The famed musician, who founded The Fugees, along with bandmates Lauryn Hill and Pras Michel, overcame humble origins in Haiti to become a global superstar.
For the latest in Reuters' "Life Lessons" series, we talked with Jean about what he has learned about money.
Q: Who was your biggest influence growing up in Haiti?
A: My papa and mama left for America when I was one, so I was actually raised by my grandmother for a few years. She was incredible and very wise. We were very poor, but she made sure we never felt it. We didn't have anything like Disney World, so when the rains came, she let us go outside and run in puddles. That was our amusement park.
Q: What was your first job?
A: I used to get five cents for doing chores for people in my village. Sometimes I would milk cows, sometimes I would walk the cows from one area to another, sometimes I would go to the well to get water for my neighbors. I started working literally when I was six years old.
Q: When you came to America at age 10, was it strange to move from one of the poorest countries in the world to one of the wealthiest?
A: It was definitely culture shock. I ended up at one of the worst housing projects in New York City, in Coney Island, but to me it seemed like everyone was rich. Remember, I was coming from Haiti, where my house was a hut, there was hardly any electricity, and for light, we used oil in a lamp.
Q: Once you became a success in the music world, what did you learn about handling money?
A: Your business manager is one of the most important people in your life. When you are young and making money for the first time, you want to buy everything, like fancy cars. Your business manager has to be the bad guy and tell you to wait.
Q: Did money change the people around you?
A: At first, you feel like you have to give everyone money, and you automatically become a bank for a certain number of people. That is the biggest mistake I ever made. If I had to do it again, I wouldn't give anyone a penny. Instead, I would say, 'Bring me a business plan of something you want to invest in.' I had to learn how to say 'no' when people ask for money.
Q: How do you decide what philanthropic causes to support?
A: The name 'Fugees' stands for 'Refugees,' so that is a cause that has always been close to my heart. So many friends and family made their way over the seas, from places like Haiti and Cuba, to start new lives in America. I have performed in support of refugees many times, whether for Tibet or for Africa or for Haiti.
Q: You had some troubles running your own charity. What did you learn from that?
A: The tricky part is that when you are using your name, no one cares who the charity's CEO or president or accountants are. Any scrutiny that goes down, it goes down on the celebrity. We had some accounting problems, we fixed them, and at the end of the day, you have to move forward. What I learned is that the person you put in charge has to be accountable for every part of that foundation.

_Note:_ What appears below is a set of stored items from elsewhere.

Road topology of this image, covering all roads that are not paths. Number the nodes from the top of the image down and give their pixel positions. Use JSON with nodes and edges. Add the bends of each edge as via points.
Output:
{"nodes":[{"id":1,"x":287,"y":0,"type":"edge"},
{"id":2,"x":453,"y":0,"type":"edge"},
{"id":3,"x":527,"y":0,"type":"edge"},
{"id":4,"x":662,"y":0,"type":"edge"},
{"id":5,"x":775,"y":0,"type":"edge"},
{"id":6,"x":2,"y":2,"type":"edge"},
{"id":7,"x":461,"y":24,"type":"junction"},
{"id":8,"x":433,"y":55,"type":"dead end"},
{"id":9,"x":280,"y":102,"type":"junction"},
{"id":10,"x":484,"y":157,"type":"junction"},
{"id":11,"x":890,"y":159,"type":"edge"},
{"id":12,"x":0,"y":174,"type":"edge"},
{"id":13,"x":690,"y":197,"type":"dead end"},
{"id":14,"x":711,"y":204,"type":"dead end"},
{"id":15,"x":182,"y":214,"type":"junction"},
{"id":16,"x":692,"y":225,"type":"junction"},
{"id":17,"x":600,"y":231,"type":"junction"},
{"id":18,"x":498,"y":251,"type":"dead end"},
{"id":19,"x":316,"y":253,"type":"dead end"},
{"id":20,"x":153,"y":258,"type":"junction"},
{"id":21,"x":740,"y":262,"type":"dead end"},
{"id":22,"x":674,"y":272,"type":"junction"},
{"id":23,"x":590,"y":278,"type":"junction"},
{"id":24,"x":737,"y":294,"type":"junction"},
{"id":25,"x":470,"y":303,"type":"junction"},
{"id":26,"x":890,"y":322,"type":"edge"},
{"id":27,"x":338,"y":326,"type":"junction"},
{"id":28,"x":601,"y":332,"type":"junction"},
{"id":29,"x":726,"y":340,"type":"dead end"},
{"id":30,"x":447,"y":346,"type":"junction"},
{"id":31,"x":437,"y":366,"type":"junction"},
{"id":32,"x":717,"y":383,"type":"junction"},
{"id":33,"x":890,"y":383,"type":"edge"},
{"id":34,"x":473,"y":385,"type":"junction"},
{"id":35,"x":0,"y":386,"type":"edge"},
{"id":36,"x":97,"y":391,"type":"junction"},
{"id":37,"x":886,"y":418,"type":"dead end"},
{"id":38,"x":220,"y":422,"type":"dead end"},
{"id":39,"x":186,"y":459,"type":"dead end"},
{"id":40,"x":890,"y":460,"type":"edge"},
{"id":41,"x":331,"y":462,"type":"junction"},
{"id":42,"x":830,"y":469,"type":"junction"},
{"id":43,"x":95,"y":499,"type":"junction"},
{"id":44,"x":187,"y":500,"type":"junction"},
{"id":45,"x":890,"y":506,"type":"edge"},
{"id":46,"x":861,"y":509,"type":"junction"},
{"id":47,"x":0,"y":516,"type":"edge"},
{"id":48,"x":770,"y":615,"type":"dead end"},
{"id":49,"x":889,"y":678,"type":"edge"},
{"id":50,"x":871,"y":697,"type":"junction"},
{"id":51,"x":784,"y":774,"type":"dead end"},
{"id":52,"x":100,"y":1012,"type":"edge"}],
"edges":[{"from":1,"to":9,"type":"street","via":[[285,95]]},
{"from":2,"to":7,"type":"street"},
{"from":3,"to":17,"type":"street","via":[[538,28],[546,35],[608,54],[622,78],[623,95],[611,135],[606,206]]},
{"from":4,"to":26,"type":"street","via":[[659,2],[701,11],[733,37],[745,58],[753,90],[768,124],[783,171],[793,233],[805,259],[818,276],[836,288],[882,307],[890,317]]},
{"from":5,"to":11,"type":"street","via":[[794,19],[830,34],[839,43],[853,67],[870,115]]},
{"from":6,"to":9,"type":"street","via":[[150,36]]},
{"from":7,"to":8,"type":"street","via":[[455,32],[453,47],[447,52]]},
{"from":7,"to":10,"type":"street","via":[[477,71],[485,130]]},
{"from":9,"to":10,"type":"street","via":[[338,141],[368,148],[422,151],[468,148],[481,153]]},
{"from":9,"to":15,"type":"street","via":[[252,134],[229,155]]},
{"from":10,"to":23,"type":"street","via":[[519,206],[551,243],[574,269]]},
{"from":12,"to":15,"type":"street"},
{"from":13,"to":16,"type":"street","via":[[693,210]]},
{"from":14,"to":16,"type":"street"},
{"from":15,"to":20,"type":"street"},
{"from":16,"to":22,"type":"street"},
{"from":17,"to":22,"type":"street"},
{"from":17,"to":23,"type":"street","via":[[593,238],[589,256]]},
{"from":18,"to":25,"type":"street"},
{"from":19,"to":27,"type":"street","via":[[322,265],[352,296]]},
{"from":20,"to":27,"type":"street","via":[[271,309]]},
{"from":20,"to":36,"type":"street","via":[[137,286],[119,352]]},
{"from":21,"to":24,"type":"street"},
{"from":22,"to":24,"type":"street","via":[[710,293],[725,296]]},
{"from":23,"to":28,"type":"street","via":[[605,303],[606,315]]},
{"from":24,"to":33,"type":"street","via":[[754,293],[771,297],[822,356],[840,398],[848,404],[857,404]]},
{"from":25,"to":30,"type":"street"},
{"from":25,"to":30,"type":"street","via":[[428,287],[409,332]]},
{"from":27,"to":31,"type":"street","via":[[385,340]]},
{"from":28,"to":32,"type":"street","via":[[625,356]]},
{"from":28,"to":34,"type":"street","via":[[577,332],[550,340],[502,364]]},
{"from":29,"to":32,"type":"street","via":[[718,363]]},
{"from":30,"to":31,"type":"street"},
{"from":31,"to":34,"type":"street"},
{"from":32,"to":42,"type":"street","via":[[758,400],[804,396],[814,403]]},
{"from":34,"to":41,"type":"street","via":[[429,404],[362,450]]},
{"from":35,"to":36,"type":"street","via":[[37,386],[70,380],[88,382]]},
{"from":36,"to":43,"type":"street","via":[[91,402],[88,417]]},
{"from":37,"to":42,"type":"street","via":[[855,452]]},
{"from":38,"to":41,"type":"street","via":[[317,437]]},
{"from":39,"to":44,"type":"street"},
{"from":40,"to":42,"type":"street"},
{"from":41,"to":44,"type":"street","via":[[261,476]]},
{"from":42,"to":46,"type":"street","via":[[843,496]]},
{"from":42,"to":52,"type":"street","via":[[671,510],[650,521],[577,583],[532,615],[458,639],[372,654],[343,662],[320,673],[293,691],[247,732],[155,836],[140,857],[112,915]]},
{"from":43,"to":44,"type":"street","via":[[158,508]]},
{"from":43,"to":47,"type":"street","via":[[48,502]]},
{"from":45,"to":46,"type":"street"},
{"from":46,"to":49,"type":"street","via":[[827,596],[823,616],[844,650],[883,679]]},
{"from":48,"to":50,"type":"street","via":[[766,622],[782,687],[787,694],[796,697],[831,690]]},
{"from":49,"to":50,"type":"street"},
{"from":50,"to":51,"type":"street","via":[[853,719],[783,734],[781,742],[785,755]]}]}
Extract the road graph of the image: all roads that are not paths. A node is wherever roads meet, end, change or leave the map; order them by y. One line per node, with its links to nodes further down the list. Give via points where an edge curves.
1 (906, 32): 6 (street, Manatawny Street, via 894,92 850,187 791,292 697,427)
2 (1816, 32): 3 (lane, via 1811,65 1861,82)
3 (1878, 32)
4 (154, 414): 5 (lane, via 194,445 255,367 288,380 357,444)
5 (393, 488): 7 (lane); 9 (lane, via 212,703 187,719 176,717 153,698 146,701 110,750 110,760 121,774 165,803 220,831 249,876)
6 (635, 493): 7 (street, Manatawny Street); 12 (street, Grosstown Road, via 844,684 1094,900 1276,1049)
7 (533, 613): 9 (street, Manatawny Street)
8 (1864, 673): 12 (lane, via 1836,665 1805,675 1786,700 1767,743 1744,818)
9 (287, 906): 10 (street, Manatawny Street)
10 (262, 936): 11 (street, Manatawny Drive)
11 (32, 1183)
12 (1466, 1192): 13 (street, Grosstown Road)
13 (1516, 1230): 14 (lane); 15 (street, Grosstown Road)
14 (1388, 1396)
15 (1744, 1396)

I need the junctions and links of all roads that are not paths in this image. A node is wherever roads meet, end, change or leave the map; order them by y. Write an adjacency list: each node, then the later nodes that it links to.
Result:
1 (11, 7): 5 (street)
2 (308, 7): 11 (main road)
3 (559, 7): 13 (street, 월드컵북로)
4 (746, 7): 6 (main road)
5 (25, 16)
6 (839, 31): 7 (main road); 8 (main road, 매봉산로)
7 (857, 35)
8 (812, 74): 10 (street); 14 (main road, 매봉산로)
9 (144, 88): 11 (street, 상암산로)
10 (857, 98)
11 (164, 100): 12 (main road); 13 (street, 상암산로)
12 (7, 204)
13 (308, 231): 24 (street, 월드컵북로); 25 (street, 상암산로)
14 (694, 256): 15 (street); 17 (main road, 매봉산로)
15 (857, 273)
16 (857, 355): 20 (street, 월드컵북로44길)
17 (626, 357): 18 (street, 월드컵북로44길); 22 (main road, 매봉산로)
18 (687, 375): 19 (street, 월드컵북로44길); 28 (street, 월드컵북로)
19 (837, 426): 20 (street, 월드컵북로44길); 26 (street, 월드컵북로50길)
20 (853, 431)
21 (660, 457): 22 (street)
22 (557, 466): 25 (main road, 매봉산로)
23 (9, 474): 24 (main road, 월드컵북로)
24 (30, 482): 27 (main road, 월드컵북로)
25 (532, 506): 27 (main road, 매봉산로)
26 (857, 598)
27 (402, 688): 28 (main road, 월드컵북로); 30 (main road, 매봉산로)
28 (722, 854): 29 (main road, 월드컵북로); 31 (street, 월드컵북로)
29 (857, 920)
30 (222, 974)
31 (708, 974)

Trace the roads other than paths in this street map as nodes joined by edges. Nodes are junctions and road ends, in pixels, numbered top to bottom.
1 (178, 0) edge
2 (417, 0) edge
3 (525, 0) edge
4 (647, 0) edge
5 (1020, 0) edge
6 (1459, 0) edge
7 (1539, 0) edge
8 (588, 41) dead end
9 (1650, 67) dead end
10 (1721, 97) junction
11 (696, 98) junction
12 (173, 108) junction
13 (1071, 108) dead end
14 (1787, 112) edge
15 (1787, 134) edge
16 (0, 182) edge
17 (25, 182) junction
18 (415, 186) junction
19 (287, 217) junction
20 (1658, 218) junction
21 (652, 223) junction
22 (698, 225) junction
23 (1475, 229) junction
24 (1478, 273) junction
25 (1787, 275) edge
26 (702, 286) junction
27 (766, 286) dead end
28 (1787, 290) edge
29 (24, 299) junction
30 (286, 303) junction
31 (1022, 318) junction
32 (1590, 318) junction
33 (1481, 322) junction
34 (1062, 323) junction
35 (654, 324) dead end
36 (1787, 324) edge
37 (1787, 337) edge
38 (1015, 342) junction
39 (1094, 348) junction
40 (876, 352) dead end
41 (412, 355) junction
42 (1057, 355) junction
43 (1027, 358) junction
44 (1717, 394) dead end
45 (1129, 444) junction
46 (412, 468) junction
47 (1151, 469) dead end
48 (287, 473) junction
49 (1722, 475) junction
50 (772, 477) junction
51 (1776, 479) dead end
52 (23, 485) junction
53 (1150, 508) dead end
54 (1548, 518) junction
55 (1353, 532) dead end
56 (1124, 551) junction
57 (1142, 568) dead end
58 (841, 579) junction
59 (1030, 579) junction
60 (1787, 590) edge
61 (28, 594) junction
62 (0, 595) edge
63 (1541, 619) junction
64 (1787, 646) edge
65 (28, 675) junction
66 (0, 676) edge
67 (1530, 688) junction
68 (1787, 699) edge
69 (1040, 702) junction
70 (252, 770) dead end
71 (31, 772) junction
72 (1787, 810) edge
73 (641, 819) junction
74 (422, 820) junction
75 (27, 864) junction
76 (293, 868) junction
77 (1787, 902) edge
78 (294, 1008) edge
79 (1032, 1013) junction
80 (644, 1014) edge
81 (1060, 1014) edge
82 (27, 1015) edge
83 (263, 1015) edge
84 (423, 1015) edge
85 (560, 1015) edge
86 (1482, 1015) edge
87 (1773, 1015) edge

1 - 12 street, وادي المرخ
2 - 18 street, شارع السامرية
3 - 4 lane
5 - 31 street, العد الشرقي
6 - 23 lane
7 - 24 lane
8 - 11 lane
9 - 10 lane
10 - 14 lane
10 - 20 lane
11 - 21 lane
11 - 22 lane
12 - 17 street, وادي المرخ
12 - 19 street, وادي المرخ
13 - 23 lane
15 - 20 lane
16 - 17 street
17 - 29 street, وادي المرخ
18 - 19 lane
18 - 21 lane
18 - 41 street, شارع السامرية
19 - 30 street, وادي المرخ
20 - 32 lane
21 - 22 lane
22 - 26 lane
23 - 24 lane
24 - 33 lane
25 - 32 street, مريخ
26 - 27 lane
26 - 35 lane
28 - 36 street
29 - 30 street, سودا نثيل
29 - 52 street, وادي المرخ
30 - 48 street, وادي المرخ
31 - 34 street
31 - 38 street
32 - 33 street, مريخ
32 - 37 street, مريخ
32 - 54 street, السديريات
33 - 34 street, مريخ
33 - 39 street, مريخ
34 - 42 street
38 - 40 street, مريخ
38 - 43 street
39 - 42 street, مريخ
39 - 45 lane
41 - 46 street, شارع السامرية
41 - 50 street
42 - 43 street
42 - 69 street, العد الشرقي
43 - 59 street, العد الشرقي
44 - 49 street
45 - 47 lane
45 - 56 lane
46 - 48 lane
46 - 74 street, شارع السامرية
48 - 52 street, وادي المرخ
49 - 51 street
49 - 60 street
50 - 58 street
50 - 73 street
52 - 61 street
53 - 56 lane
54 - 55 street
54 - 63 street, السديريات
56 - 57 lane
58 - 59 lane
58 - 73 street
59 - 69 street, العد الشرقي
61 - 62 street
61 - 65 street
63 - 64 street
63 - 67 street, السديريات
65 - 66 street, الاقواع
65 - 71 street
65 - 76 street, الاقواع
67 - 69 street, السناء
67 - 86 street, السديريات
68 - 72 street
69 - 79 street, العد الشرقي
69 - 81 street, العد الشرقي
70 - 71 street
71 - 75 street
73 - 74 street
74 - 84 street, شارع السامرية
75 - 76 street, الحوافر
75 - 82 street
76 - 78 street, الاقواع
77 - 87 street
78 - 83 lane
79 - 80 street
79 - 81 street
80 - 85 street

Q: What money lessons have you passed along to your daughter?
A: My wife and I actually have to tell her to save her money. She is always giving it away, for things like cancer benefits or shoe drives. It dates back to when she was four and I brought her to Haiti, to one of the most dangerous slums in the world, where she handed out Christmas gifts. For a dad, it is the best feeling in the world to see her give back.
Q: Haitians love proverbs. What is your favorite one?
A: One of the greatest is something my dad taught me. It basically translates to, 'Don't bow down to anyone until you go to their funeral and see them rise from the coffin.' In other words, no matter who you are, you are equal to everybody. Whether it is a king or queen or president, look them right in the eye.